Все они обращались с ним как с ребенком, который сам не понимает своей выгоды; а выгода состояла в том, чтобы опять выходить на сцену и устраивать шоу, и устраивать шоу, и устраивать шоу. Жизнь стала шоу, а музыка бизнесом. Странно, но этот несдержанный человек и буян, метавшийся по жизни, как шарик в настольном бильярде, не сопротивлялся и давал вести себя на аркане по бесконечному кругу. Все-таки он был артистом по случайности, шоуменом по случаю, шаманом по заявкам публики.

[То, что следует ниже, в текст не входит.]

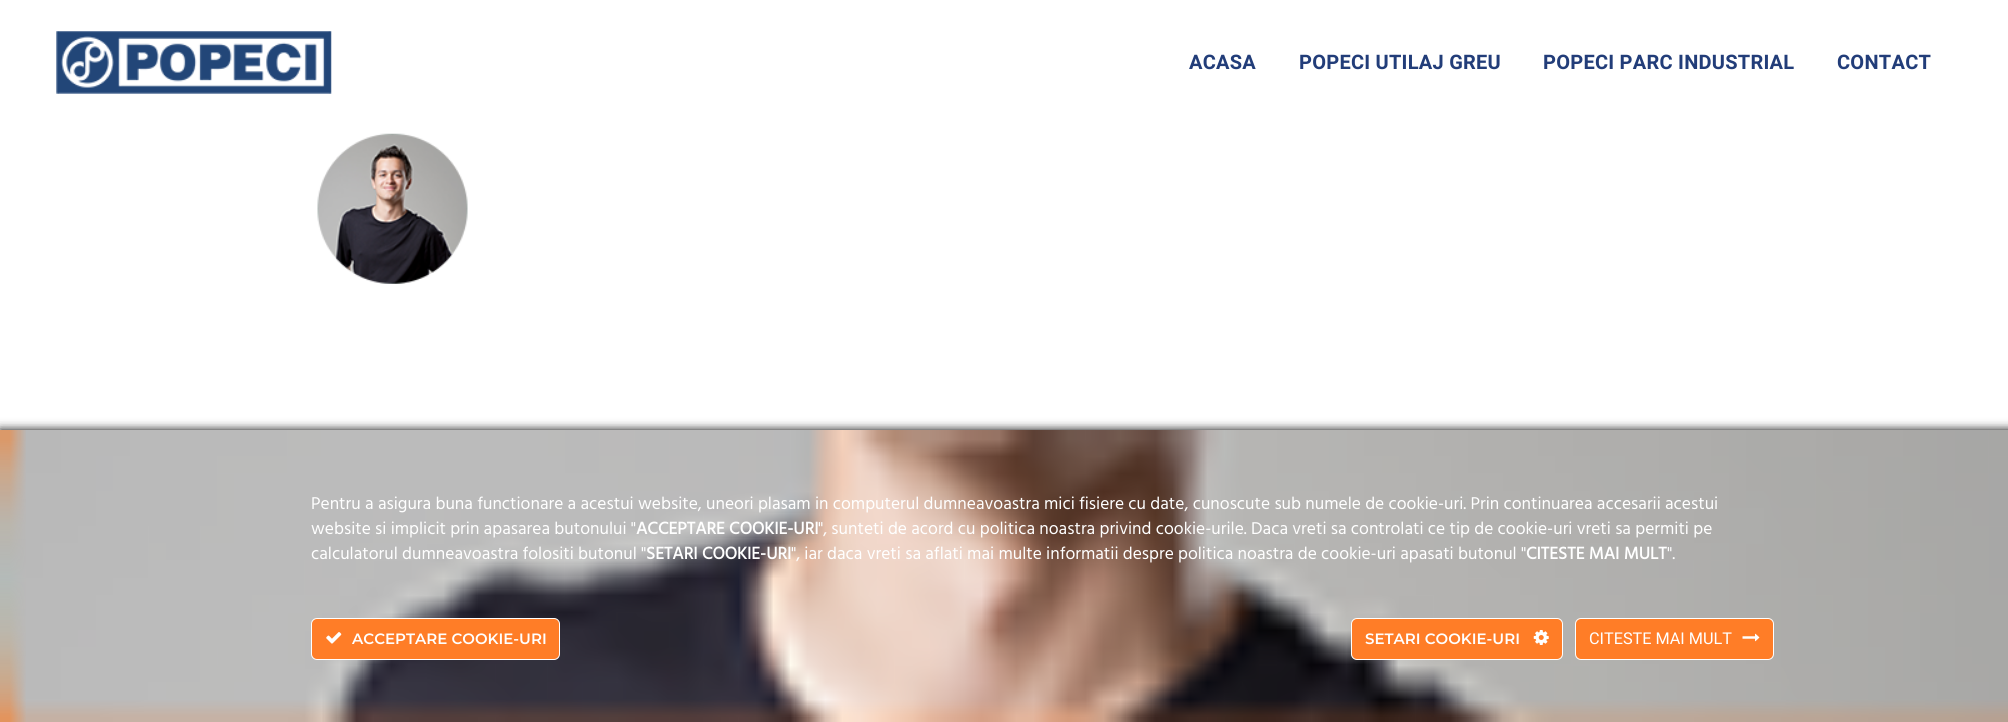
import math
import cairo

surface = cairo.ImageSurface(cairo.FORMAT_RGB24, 2008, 722)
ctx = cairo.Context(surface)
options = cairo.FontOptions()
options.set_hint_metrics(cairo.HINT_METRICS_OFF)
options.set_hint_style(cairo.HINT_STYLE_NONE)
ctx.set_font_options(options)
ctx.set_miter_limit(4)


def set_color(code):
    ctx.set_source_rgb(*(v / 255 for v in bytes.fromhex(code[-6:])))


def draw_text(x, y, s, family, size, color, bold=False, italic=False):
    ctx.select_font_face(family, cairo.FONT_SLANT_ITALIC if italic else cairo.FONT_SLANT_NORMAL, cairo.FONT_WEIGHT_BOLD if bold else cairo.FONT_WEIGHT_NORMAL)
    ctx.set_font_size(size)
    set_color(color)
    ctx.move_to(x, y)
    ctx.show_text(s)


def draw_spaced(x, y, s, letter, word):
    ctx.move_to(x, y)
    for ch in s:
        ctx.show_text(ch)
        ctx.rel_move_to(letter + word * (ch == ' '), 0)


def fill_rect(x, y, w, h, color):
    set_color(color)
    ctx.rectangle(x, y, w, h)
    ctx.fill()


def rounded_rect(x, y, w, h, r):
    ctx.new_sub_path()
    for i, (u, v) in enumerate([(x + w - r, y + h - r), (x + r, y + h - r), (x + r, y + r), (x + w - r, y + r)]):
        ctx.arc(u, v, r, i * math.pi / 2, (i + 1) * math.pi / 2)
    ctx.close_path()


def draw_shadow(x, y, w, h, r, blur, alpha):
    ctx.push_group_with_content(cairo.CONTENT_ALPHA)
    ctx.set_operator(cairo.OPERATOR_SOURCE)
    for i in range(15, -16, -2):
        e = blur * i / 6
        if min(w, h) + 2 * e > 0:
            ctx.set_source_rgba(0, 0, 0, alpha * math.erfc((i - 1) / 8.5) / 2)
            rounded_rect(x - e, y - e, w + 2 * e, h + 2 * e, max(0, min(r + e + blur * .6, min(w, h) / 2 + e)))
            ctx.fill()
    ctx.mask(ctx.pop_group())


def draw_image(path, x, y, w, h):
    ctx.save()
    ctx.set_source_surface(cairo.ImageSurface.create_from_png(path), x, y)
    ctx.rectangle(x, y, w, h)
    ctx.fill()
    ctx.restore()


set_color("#ffffff")
ctx.paint()
draw_image("assets/img1.png", 56, 31, 276, 63)
ctx.select_font_face("Heebo", cairo.FONT_SLANT_NORMAL, cairo.FONT_WEIGHT_BOLD)
ctx.set_font_size(20)
set_color("#223d79")
draw_spaced(1189, 69, "ACASA", 0.25, 0)
draw_spaced(1299, 69, "POPECI UTILAJ GREU", 0.25, 0)
draw_spaced(1543, 69, "POPECI PARC INDUSTRIAL", 0.25, 0)
draw_spaced(1837, 69, "CONTACT", 0.25, 0)
draw_image("assets/img2.png", 317, 133, 151, 151)
set_color("#000000")
draw_shadow(0, 430, 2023, 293, 0, 5, 1)
fill_rect(0, 430, 2008, 292, "#ff7d27")
draw_image("assets/img3.png", 0, 430, 2008, 292)
draw_text(311, 509, "Pentru a asigura buna functionare a acestui website, uneori plasam in computerul dumneavoastra mici fisiere cu date, cunoscute sub numele de cookie-uri. Prin continuarea accesarii acestui", "Hind", 17.5, "#ffffff")
draw_text(311, 534, "website si implicit prin apasarea butonului \"", "Hind", 17.5, "#ffffff")
draw_text(636, 534, "ACCEPTARE COOKIE-URI", "Hind", 17.5, "#ffffff", bold=True)
draw_text(818, 534, "\", sunteti de acord cu politica noastra privind cookie-urile. Daca vreti sa controlati ce tip de cookie-uri vreti sa permiti pe", "Hind", 17.5, "#ffffff")
draw_text(311, 559, "calculatorul dumneavoastra folositi butonul \"", "Hind", 17.5, "#ffffff")
draw_text(646, 559, "SETARI COOKIE-URI", "Hind", 17.5, "#ffffff", bold=True)
draw_text(791, 559, "\", iar daca vreti sa aflati mai multe informatii despre politica noastra de cookie-uri apasati butonul \"", "Hind", 17.5, "#ffffff")
draw_text(1526, 559, "CITESTE MAI MULT", "Hind", 17.5, "#ffffff", bold=True)
draw_text(1667, 559, "\".", "Hind", 17.5, "#ffffff")
set_color("#ff7d27")
rounded_rect(311.5, 618.5, 248, 41, 5.5)
ctx.fill_preserve()
set_color("#ffffff")
ctx.set_line_width(1)
ctx.stroke()
draw_image("assets/img4.png", 326, 632, 16, 12)
draw_text(352, 644, "ACCEPTARE COOKIE-URI", "Montserrat SemiBold", 15, "#ffffff")
set_color("#ff7d27")
rounded_rect(1351.5, 618.5, 211, 41, 5.5)
ctx.fill_preserve()
set_color("#ffffff")
ctx.stroke()
draw_text(1365, 644, "SETARI COOKIE-URI", "Montserrat SemiBold", 15, "#ffffff")
draw_image("assets/img5.png", 1533, 630, 16, 15)
set_color("#ff7d27")
rounded_rect(1575.5, 618.5, 198, 41, 5.5)
ctx.fill_preserve()
set_color("#ffffff")
ctx.stroke()
draw_text(1589, 644, "CITESTE MAI MULT", "Heebo", 16.25, "#ffffff")
draw_image("assets/img6.png", 1742, 633, 18, 9)
surface.write_to_png("output.png")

В грохоте музыки, в бравурном шествии его славы по Америке исчезало что-то тихое и важное. А что? А этого не скажешь в интервью, не изобразишь в коллаже, составленном из журнальных картинок (Моррисон любил баловаться такими коллажами), не сыграешь на органе, не спляшешь на сцене, не споешь под пыткой у Ротшильда. Разве что вымолвишь в стихе несколько слов о снайпере, смотрящем в твое окно, или напишешь строчку о котенке, мяукающем на ветру…


11.


Сет Rock Is Dead не попал ни на один альбом. Пленка с его записью десятилетиями хранилась в архивах компании «Elektra». Потом запись была издана, причем она обрывалась на двадцать первой минуте. Манзарек и Денсмор дружно объяснили, что в студии кончилась пленка, а новую решили не ставить, поскольку всем было ясно, что пьяный студийный сет все равно окажется ненужным при записи альбома. Уже после того как прозвучали столь убедительные и столь искренние объяснения, вдруг откуда-то появилась часовая запись Rock Is Dead. Может, ее своровали из сейфа Пола Ротшильда, а может, ее прислал с Крита Повелитель Ящериц в конверте без обратного адреса.

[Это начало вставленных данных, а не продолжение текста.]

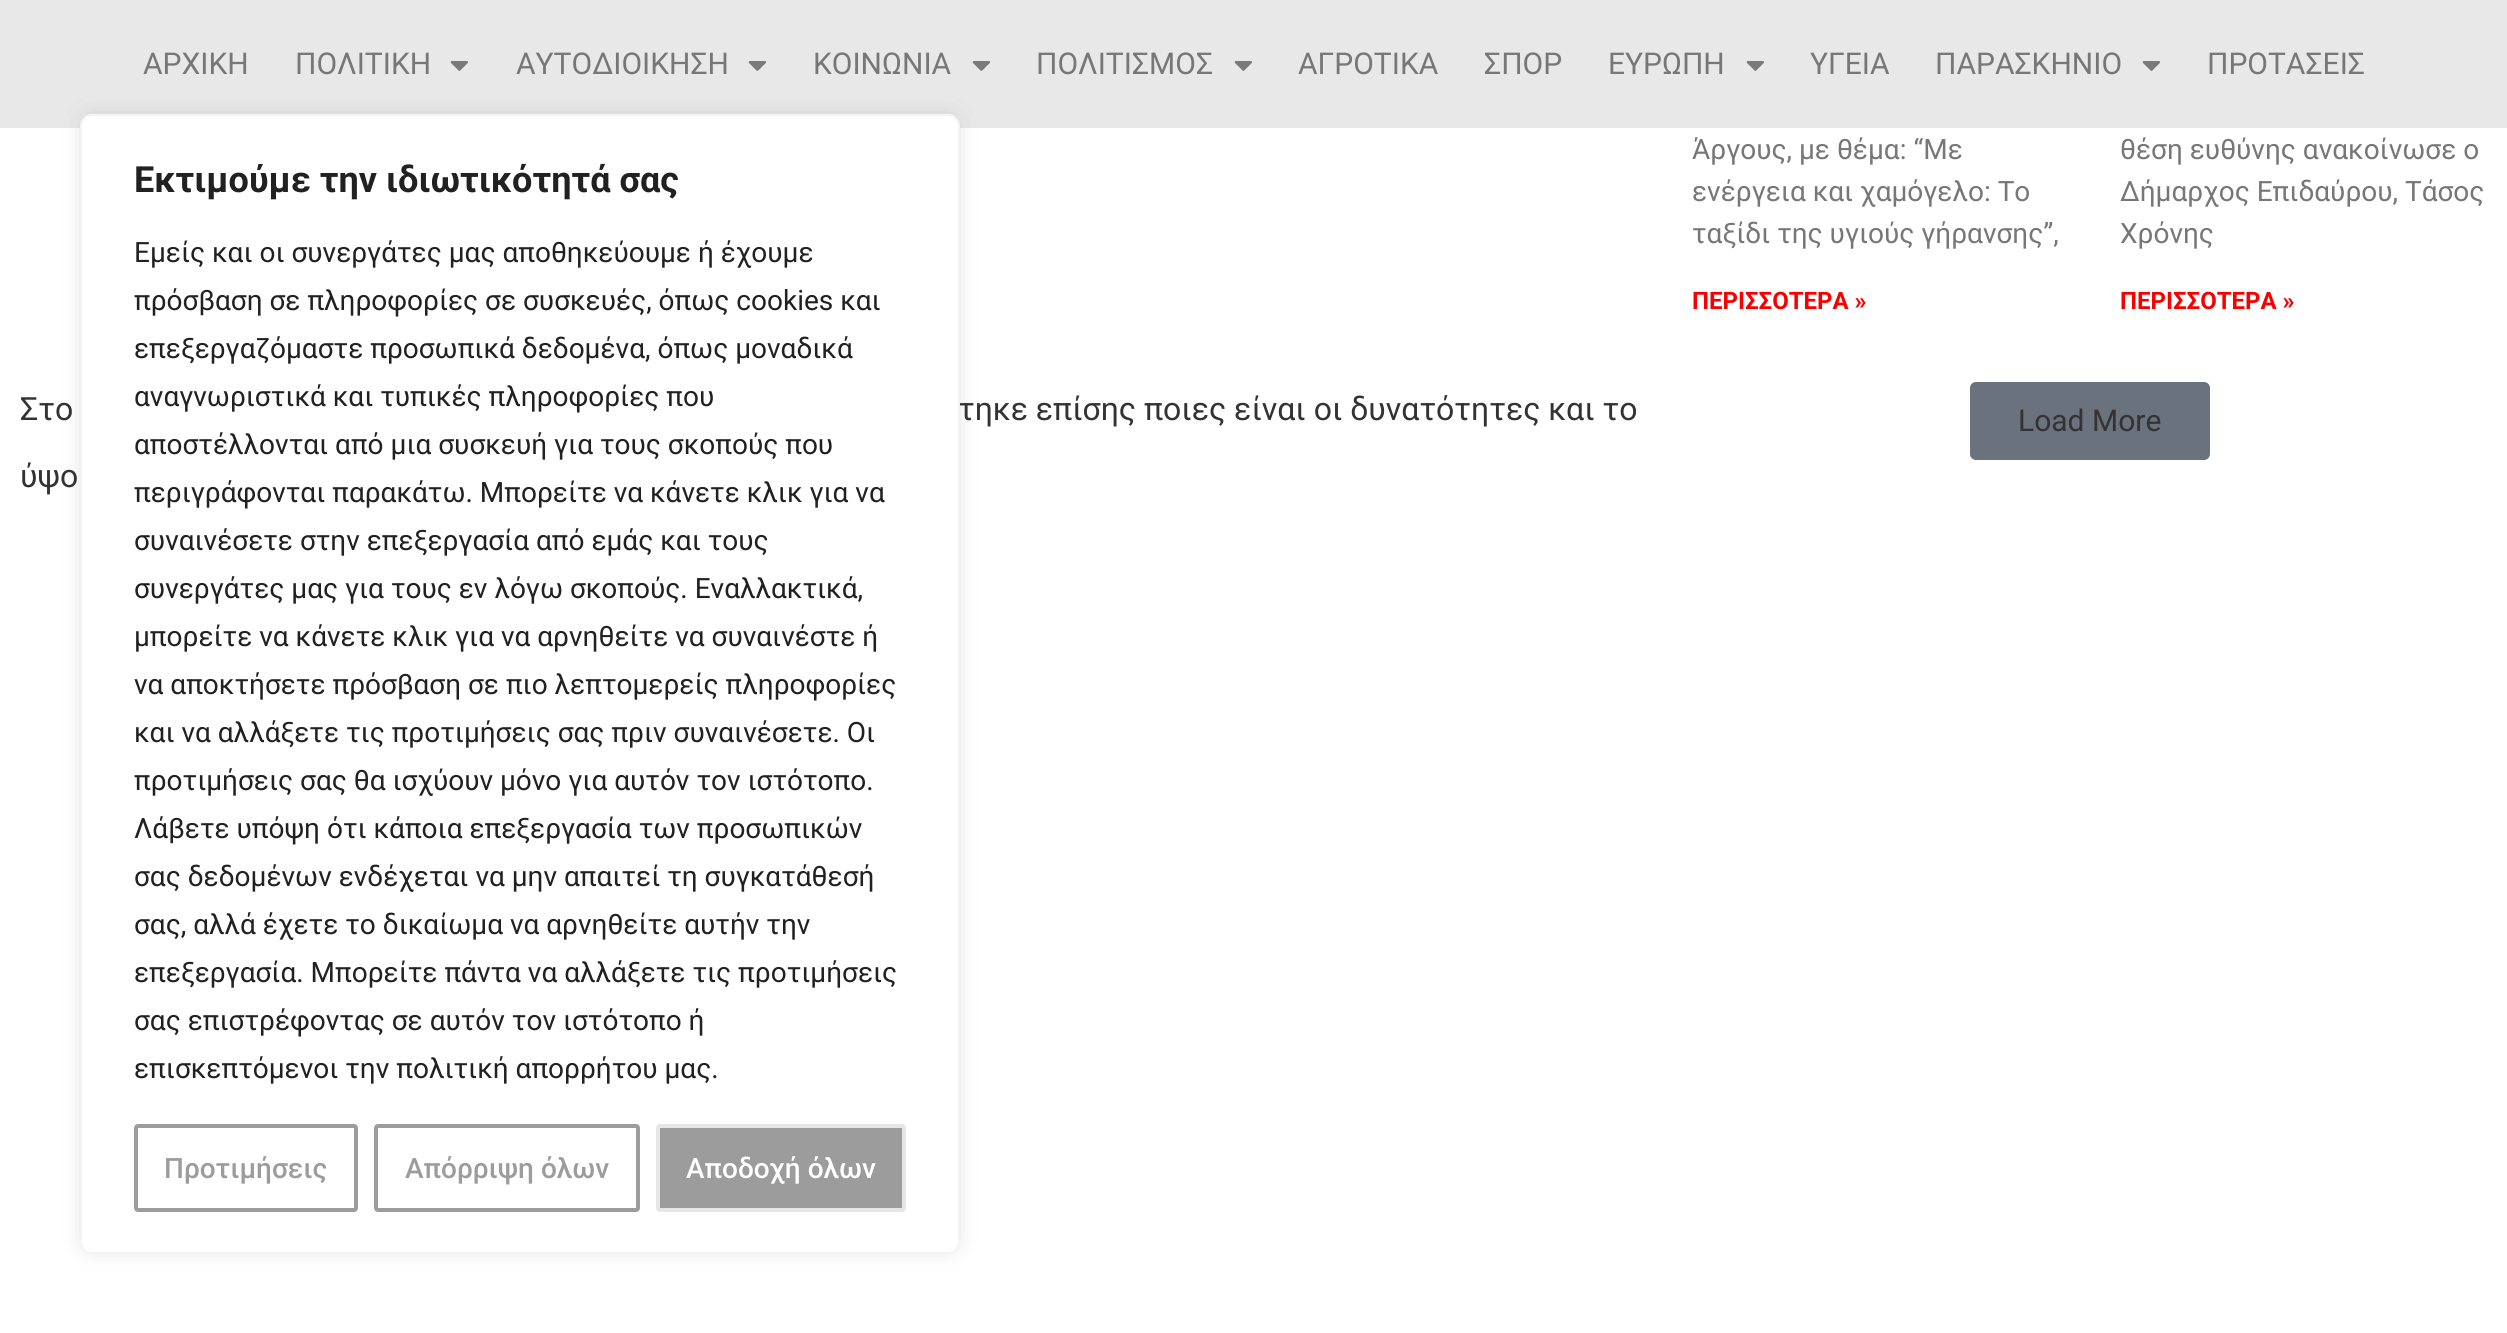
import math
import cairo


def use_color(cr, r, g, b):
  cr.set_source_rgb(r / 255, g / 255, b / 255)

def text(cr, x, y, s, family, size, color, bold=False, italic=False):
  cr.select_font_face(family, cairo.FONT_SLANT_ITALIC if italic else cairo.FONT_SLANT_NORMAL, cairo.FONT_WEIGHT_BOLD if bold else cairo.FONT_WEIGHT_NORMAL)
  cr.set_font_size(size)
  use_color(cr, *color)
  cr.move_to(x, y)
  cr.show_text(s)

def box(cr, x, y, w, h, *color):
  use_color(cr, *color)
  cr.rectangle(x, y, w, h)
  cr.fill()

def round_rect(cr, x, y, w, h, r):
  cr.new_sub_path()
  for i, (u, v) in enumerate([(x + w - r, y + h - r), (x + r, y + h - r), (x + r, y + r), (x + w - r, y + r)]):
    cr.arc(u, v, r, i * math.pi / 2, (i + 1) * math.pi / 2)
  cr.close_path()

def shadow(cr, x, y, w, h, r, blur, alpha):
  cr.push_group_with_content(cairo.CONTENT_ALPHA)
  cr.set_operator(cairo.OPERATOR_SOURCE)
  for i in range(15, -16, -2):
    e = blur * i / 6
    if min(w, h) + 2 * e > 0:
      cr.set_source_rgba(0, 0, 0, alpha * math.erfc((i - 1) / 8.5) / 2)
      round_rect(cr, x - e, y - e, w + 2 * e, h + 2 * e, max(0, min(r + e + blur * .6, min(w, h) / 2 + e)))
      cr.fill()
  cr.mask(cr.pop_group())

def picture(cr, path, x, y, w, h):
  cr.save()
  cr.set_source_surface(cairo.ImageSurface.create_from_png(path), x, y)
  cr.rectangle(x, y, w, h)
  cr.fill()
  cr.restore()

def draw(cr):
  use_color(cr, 255, 255, 255)
  cr.paint()
  box(cr, 0, 0, 2507, 128, 232, 232, 232)
  picture(cr, "img_01.png", 450, 61, 18, 10)
  picture(cr, "img_01.png", 748, 61, 18, 10)
  picture(cr, "img_01.png", 972, 61, 18, 10)
  picture(cr, "img_01.png", 1234, 61, 18, 10)
  picture(cr, "img_01.png", 1746, 61, 18, 10)
  picture(cr, "img_01.png", 2142, 61, 18, 10)
  use_color(cr, 105, 114, 125)
  round_rect(cr, 1970, 382, 240, 78, 6)
  cr.fill()
  use_color(cr, 172, 171, 171)
  shadow(cr, 80, 112, 880, 1140, 12, 10, 0.3)
  text(cr, 143, 74, "ΑΡΧΙΚΗ", "Roboto", 30, (119, 119, 119))
  text(cr, 295, 74, "ΠΟΛΙΤΙΚΗ", "Roboto", 30, (119, 119, 119))
  text(cr, 516, 74, "ΑΥΤΟΔΙΟΙΚΗΣΗ", "Roboto", 30, (119, 119, 119))
  text(cr, 813, 74, "ΚΟΙΝΩΝΙΑ", "Roboto", 30, (119, 119, 119))
  text(cr, 1036, 74, "ΠΟΛΙΤΙΣΜΟΣ", "Roboto", 30, (119, 119, 119))
  text(cr, 1298, 74, "ΑΓΡΟΤΙΚΑ", "Roboto", 30, (119, 119, 119))
  text(cr, 1484, 74, "ΣΠΟΡ", "Roboto", 30, (119, 119, 119))
  text(cr, 1608, 74, "ΕΥΡΩΠΗ", "Roboto", 30, (119, 119, 119))
  text(cr, 1810, 74, "ΥΓΕΙΑ", "Roboto", 30, (119, 119, 119))
  text(cr, 1935, 74, "ΠΑΡΑΣΚΗΝΙΟ", "Roboto", 30, (119, 119, 119))
  text(cr, 2207, 74, "ΠΡΟΤΑΣΕΙΣ", "Roboto", 30, (119, 119, 119))
  text(cr, 1692, 159, "Άργους, με θέμα: “Με", "Roboto", 28, (119, 119, 119))
  text(cr, 1692, 201, "ενέργεια και χαμόγελο: Το", "Roboto", 28, (119, 119, 119))
  text(cr, 1692, 243, "ταξίδι της υγιούς γήρανσης”,", "Roboto", 28, (119, 119, 119))
  text(cr, 1692, 309, "ΠΕΡΙΣΣΟΤΕΡΑ »", "Roboto", 24, (248, 0, 0), bold=True)
  text(cr, 2120, 159, "θέση ευθύνης ανακοίνωσε ο", "Roboto", 28, (119, 119, 119))
  text(cr, 2120, 201, "Δήμαρχος Επιδαύρου, Τάσος", "Roboto", 28, (119, 119, 119))
  text(cr, 2120, 243, "Χρόνης", "Roboto", 28, (119, 119, 119))
  text(cr, 2120, 309, "ΠΕΡΙΣΣΟΤΕΡΑ »", "Roboto", 24, (248, 0, 0), bold=True)
  text(cr, 2018, 431, "Load More", "Roboto", 30, (51, 51, 51))
  text(cr, 20, 420, "Στο", "Roboto", 32, (51, 51, 51))
  text(cr, 958, 420, "τηκε επίσης ποιες είναι οι δυνατότητες και το", "Roboto", 32, (51, 51, 51))
  text(cr, 20, 487, "ύψο", "Roboto", 32, (51, 51, 51))
  use_color(cr, 255, 255, 255)
  round_rect(cr, 81, 115, 878, 1138, 11)
  cr.fill_preserve()
  use_color(cr, 244, 244, 244)
  cr.stroke()
  text(cr, 134, 192, "Εκτιμούμε την ιδιωτικότητά σας", "Roboto", 36, (33, 33, 33), bold=True)
  text(cr, 134, 262, "Εμείς και οι συνεργάτες μας αποθηκεύουμε ή έχουμε", "Roboto", 28, (33, 33, 33))
  text(cr, 134, 310, "πρόσβαση σε πληροφορίες σε συσκευές, όπως cookies και", "Roboto", 28, (33, 33, 33))
  text(cr, 134, 358, "επεξεργαζόμαστε προσωπικά δεδομένα, όπως μοναδικά", "Roboto", 28, (33, 33, 33))
  text(cr, 134, 406, "αναγνωριστικά και τυπικές πληροφορίες που", "Roboto", 28, (33, 33, 33))
  text(cr, 134, 454, "αποστέλλονται από μια συσκευή για τους σκοπούς που", "Roboto", 28, (33, 33, 33))
  text(cr, 134, 502, "περιγράφονται παρακάτω. Μπορείτε να κάνετε κλικ για να", "Roboto", 28, (33, 33, 33))
  text(cr, 134, 550, "συναινέσετε στην επεξεργασία από εμάς και τους", "Roboto", 28, (33, 33, 33))
  text(cr, 134, 598, "συνεργάτες μας για τους εν λόγω σκοπούς. Εναλλακτικά,", "Roboto", 28, (33, 33, 33))
  text(cr, 134, 646, "μπορείτε να κάνετε κλικ για να αρνηθείτε να συναινέστε ή", "Roboto", 28, (33, 33, 33))
  text(cr, 134, 694, "να αποκτήσετε πρόσβαση σε πιο λεπτομερείς πληροφορίες", "Roboto", 28, (33, 33, 33))
  text(cr, 134, 742, "και να αλλάξετε τις προτιμήσεις σας πριν συναινέσετε. Οι", "Roboto", 28, (33, 33, 33))
  text(cr, 134, 790, "προτιμήσεις σας θα ισχύουν μόνο για αυτόν τον ιστότοπο.", "Roboto", 28, (33, 33, 33))
  text(cr, 134, 838, "Λάβετε υπόψη ότι κάποια επεξεργασία των προσωπικών", "Roboto", 28, (33, 33, 33))
  text(cr, 134, 886, "σας δεδομένων ενδέχεται να μην απαιτεί τη συγκατάθεσή", "Roboto", 28, (33, 33, 33))
  text(cr, 134, 934, "σας, αλλά έχετε το δικαίωμα να αρνηθείτε αυτήν την", "Roboto", 28, (33, 33, 33))
  text(cr, 134, 982, "επεξεργασία. Μπορείτε πάντα να αλλάξετε τις προτιμήσεις", "Roboto", 28, (33, 33, 33))
  text(cr, 134, 1030, "σας επιστρέφοντας σε αυτόν τον ιστότοπο ή", "Roboto", 28, (33, 33, 33))
  text(cr, 134, 1078, "επισκεπτόμενοι την πολιτική απορρήτου μας.", "Roboto", 28, (33, 33, 33))
  round_rect(cr, 136, 1126, 220, 84, 2)
  use_color(cr, 156, 156, 156)
  cr.set_line_width(4)
  cr.stroke()
  text(cr, 164, 1178, "Προτιμήσεις", "Roboto Medium", 28, (156, 156, 156))
  round_rect(cr, 376, 1126, 262, 84, 2)
  cr.stroke()
  text(cr, 405, 1178, "Απόρριψη όλων", "Roboto Medium", 28, (156, 156, 156))
  round_rect(cr, 658, 1126, 246, 84, 2)
  cr.fill_preserve()
  use_color(cr, 230, 230, 230)
  cr.stroke()
  text(cr, 686, 1178, "Αποδοχή όλων", "Roboto Medium", 28, (255, 255, 255))


surface = cairo.ImageSurface(cairo.FORMAT_RGB24, 2507, 1333)
cr = cairo.Context(surface)
options = cairo.FontOptions()
options.set_hint_metrics(cairo.HINT_METRICS_OFF)
options.set_hint_style(cairo.HINT_STYLE_NONE)
cr.set_font_options(options)
cr.set_miter_limit(4)
draw(cr)
surface.write_to_png("out.png")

Rock Is Dead – сообщение о смерти героя, о гибели движения, о конце эпохи. Для разминки пьяненький Моррисон расслабленно поет Love Me Tender – эту песню пел его любимый Элвис! – и сколько же нежности в его голосе. Его большая душа, как губка, пропитана алкоголем и размягчена чувством, его сердце теленка переполнено любовью. Но он не доводит песню до конца, бросает. Принимал ли он наркотики в этот раз, неизвестно, но он начинает Rock Is Dead как психоделическое путешествие в обратную сторону времени. Обрюзгший, потяжелевший мужчина превращается в мальчика пяти лет и возвращается в отчий дом. Он не был там так давно! Его отчий дом засыпало пеплом в городе Помпеи при извержении Везувия, разнесло на камни во время землетрясения в Лиссабоне, накрыло огромным цунами на острове Ява. Космическая катастрофа уже произошла, все погибло и все возникло снова в тонком круге света, стоящем перед глазами. Он снова подслушивает разговоры отца и матери, встревоженные разговоры взрослых…

Детство. Отверженность. Одиночество. Маленький теплый комок под одеялом. Свет лампы. Раскрытая книга. Rock Is Dead! Из тела мальчика растет дерево, его ветки тянутся в стороны в страстном желании жизни, и вот оно уже мертво. Так быстро! И все это под ритмичный рок-н-ролл, который импровизируют в студии Рей, Робби и Джон. Под этот рок-н-ролльчик хочется припрыгивать, а не умирать, крутить бедрами, а не погружаться в депрессию. И он – грузный, потолстевший, бородатый – расхаживает по студии, припрыгивает, покачивается, крутит бедрами, подбрасывает и ловко ловит микрофон, впадает в ярость, поет с гневом, умирает.